Moonwalking simulation, and it’s doing so by building a replica lunar environment at the bottom of the tank. Aside from the sandy floors, the bottom of the pool is being equipped with boulders and rocks, both real and manufactured, to recreate the Moon’s rock-littered surface.

Astronauts making their way through the simulated lunar surface will also be trained to work in the dim-lit conditions expected at the Artemis landing sites. V2X is in the process of recreating the lighting conditions found at the Moon’s south pole, where astronauts will land as part of the Artemis 3 mission scheduled for later this decade.

Divers are currently testing the underwater lunar environment in advance of the Artemis training. “The main focus right now is perfecting our technique for making sure that we can weigh out at one-sixth [of the Earth’s] gravity,” Tomlinson said. “As we perfect that and as mission requirements demand, training will become more and more specific and the environment itself will become more high fidelity as needs are identifying.”

During the days of Apollo, astronauts trained at the Water Immersion Facility at NASA’s Johnson Space Center.

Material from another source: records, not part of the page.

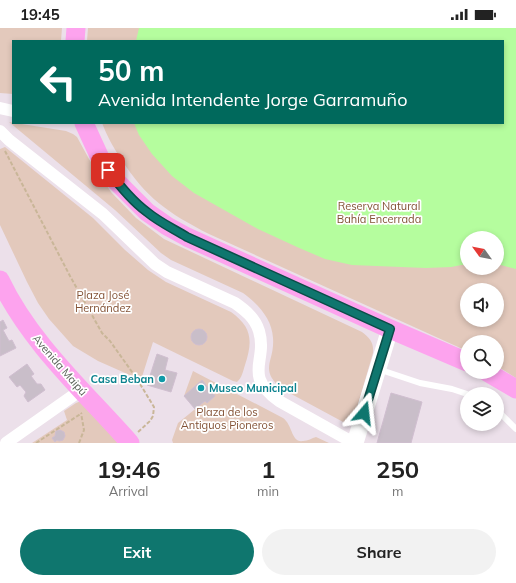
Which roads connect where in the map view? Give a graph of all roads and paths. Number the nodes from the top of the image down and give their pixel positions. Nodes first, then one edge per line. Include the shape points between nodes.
1 (76, 28) edge
2 (75, 40) edge
3 (0, 108) edge
4 (12, 111) edge
5 (84, 124) edge
6 (0, 131) edge
7 (3, 147) dead end
8 (0, 280) edge
9 (390, 329) junction
10 (460, 359) edge
11 (378, 369) junction
12 (499, 379) edge
13 (516, 389) edge
14 (82, 390) junction
15 (460, 392) edge
16 (81, 413) junction
17 (504, 417) edge
18 (86, 418) dead end
19 (516, 429) edge
20 (129, 442) edge
21 (6, 443) edge
22 (36, 443) edge
23 (79, 443) edge
24 (354, 443) edge

1 - 2 main road
3 - 4 street
5 - 9 main road via 101,160 116,180 147,212 167,226
6 - 24 street via 103,214 155,264 235,303 250,315 258,330 261,344 258,374 270,395
7 - 20 path via 102,332 154,406 150,421
8 - 14 main road, Avenida Maipú via 28,327
9 - 10 main road
9 - 11 main road
11 - 15 lane via 420,383
11 - 24 main road
12 - 13 main road
14 - 20 main road, Avenida Maipú
14 - 21 street
16 - 18 path
16 - 22 path
16 - 23 path via 84,430
17 - 19 lane

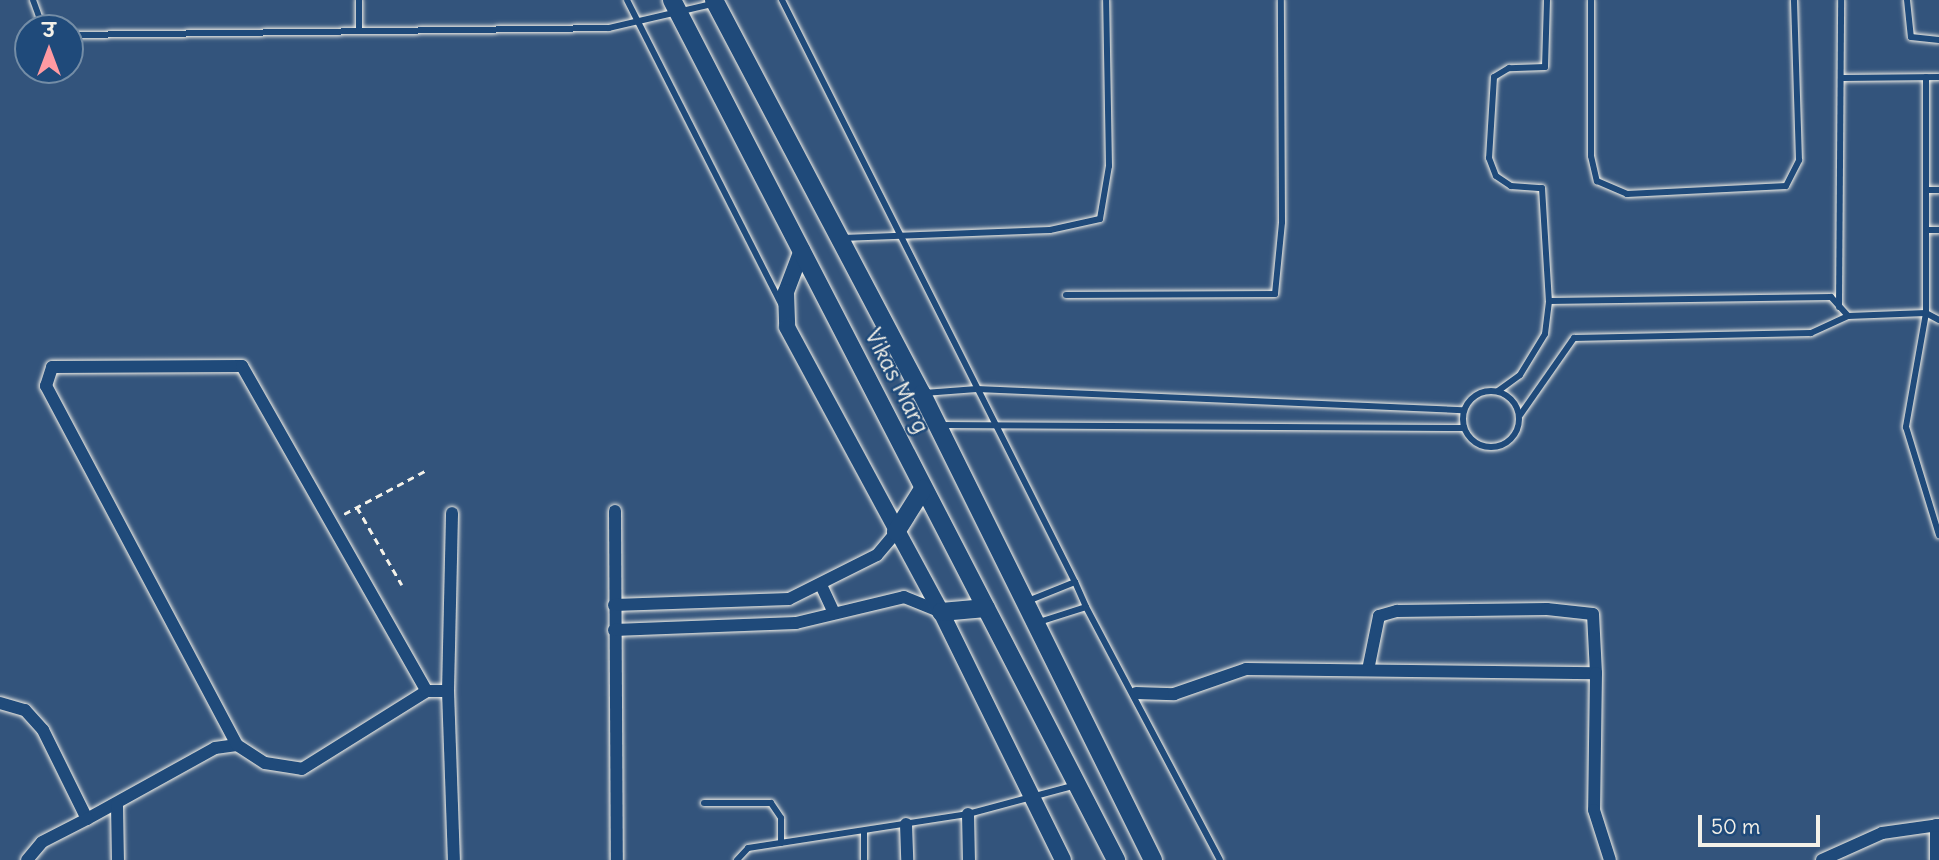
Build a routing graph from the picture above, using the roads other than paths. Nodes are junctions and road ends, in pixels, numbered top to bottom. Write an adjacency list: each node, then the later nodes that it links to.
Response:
1 (359, 0): 14 (lane)
2 (627, 0): 13 (lane)
3 (782, 0): 24 (lane)
4 (1107, 0): 24 (lane)
5 (1281, 0): 27 (lane)
6 (1547, 0): 28 (lane)
7 (1591, 0): 8 (lane)
8 (1794, 0)
9 (1840, 0): 19 (lane)
10 (1907, 0): 16 (lane)
11 (714, 1): 12 (lane); 25 (main road)
12 (676, 8): 13 (lane); 26 (main road, Vikas Marg)
13 (639, 24): 14 (lane); 30 (lane)
14 (359, 31): 15 (lane)
15 (84, 35)
16 (1939, 40)
17 (1926, 77): 18 (lane); 19 (lane); 20 (lane)
18 (1939, 77)
19 (1843, 78): 29 (lane)
20 (1926, 190): 21 (lane); 22 (lane)
21 (1939, 190)
22 (1926, 230): 23 (lane); 31 (lane)
23 (1939, 230)
24 (900, 234): 25 (lane); 34 (lane)
25 (840, 238): 36 (main road)
26 (802, 250): 30 (street); 42 (main road, Vikas Marg)
27 (1066, 295)
28 (1549, 300): 29 (lane); 35 (lane)
29 (1839, 307): 32 (lane)
30 (784, 308): 45 (street)
31 (1926, 313): 32 (lane); 33 (lane); 46 (lane)
32 (1848, 316): 38 (lane)
33 (1939, 320)
34 (983, 390): 36 (lane); 37 (lane); 40 (lane)
35 (1498, 391): 37 (lane); 38 (lane)
36 (922, 394): 39 (main road)
37 (1463, 410): 41 (lane)
38 (1520, 415): 41 (lane)
39 (937, 425): 40 (lane); 49 (main road)
40 (999, 426): 41 (lane); 47 (lane)
41 (1464, 428)
42 (923, 489): 45 (main road); 52 (main road, Vikas Marg)
43 (615, 511): 50 (street)
44 (452, 513): 60 (street)
45 (896, 532): 48 (street); 54 (street)
46 (1939, 534)
47 (1075, 582): 49 (lane); 51 (lane)
48 (821, 585): 50 (street); 53 (street)
49 (1024, 602): 55 (main road)
50 (614, 606): 56 (street)
51 (1086, 607): 55 (lane); 61 (lane)
52 (986, 608): 54 (main road); 64 (main road, Vikas Marg)
53 (834, 612): 54 (street); 56 (street)
54 (941, 612): 65 (street)
55 (1034, 624): 84 (main road)
56 (614, 630): 77 (street)
57 (1368, 670): 58 (street); 58 (street); 61 (street)
58 (1596, 673): 86 (street)
59 (427, 691): 60 (street); 63 (street); 63 (street)
60 (448, 691): 76 (street)
61 (1136, 693): 85 (lane)
62 (0, 703): 69 (street)
63 (237, 745): 67 (street)
64 (1078, 784): 65 (lane); 83 (main road, Vikas Marg)
65 (1031, 796): 68 (lane); 82 (street)
66 (704, 803): 73 (lane)
67 (117, 805): 69 (street); 75 (street)
68 (968, 814): 70 (lane); 81 (street)
69 (88, 819): 74 (street)
70 (906, 824): 72 (lane); 80 (street)
71 (1937, 825): 87 (street); 88 (street)
72 (864, 832): 73 (lane); 79 (lane)
73 (781, 844): 78 (lane)
74 (27, 860)
75 (118, 860)
76 (454, 860)
77 (617, 860)
78 (737, 860)
79 (864, 860)
80 (907, 860)
81 (969, 860)
82 (1063, 860)
83 (1116, 860)
84 (1153, 860)
85 (1220, 860)
86 (1610, 860)
87 (1822, 860)
88 (1936, 860)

NASA needed a bigger pool, however, to train astronauts for upcoming missions on board the Space Shuttle and for long duration flights aboard the International Space Station. That’s when NBL came into the picture—a massive diving tank that’s 202 feet long (62 meters), 102 feet wide (31 meters), and 40 feet deep (12 meters).

Until now, astronauts used the facility when training for missions on board the ISS. In addition to using it for spacewalk training, astronauts use the pool for simulated landing and recovery exercises; at the completion of their missions, astronauts make their way back to Earth aboard capsules that splash down in the ocean. Teams also used the facility to practice for the recent Orion spacecraft recovery, which splashed down in the Pacific Ocean after completing the inaugural Artemis mission in December 2022.

Future ISS training is still planned for the shallower end of the pool, while Artemis astronauts will train at the very bottom in their simulated lunar environment. “We’re not just simulating zero-G in the middle of the water column,” Tomlinson said. “We’re utilizing the top of the water column on the surface for landing recovery activities and now we’re also executing at the bottom of the tank for lunar surface activities.”

Most of the training that takes place at the facility is for familiarization purposes, especially for newer astronauts. The pool also hosts targeted training for specific missions, in addition to training emergency responses in the event something goes wrong.

For now, ISS training is the main focus at the NBL. “We still have an astronaut crew aboard the space station 24/7, so they are in [a] real time mission at all times and that has to be the mission focus for now because we play an integral part in their success and their safety,” Tomlinson said. “However, now we do have lots of additional focus on Artemis as well.”

Aside from training astronauts for moonwalking, the underwater facility will also be used to prepare them for the future orbital outpost around the Moon known as the Lunar Gateway. “There are just so many different exciting things in their infancies and beginning to develop, it’s just an extremely exciting time,” Tomlinson said. “I love being a part of history, I love being a part of the excitement.”